• **WORK ITEM**
Show each line from the records below in which the word "豊橋乗本線" occurs.
=== Section Start ===
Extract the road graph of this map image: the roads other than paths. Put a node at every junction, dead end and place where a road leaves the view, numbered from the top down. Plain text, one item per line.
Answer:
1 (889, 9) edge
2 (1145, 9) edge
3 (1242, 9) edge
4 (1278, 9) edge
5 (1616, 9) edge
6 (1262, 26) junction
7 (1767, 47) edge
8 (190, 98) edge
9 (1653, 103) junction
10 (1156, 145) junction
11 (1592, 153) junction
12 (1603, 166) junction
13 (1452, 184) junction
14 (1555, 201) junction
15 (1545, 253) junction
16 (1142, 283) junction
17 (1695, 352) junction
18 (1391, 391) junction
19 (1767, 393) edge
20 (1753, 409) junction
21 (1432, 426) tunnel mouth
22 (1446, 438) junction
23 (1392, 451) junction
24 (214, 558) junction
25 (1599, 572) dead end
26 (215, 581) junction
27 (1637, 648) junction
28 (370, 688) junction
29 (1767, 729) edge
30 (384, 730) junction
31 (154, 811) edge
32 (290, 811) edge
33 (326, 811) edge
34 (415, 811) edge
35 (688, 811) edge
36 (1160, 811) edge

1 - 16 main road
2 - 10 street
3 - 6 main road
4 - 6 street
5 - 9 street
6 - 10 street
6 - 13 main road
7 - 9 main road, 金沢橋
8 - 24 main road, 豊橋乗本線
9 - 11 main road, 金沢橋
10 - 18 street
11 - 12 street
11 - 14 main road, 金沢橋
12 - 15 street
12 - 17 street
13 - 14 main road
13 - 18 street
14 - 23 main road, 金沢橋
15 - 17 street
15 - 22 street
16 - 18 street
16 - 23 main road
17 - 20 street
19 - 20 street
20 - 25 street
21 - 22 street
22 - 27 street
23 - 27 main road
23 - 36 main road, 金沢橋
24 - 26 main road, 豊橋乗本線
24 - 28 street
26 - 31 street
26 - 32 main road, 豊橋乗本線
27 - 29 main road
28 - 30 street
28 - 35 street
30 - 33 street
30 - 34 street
=== Section End ===
• **RESPONSE TO THIS TASK**
8 - 24 main road, 豊橋乗本線
24 - 26 main road, 豊橋乗本線
26 - 32 main road, 豊橋乗本線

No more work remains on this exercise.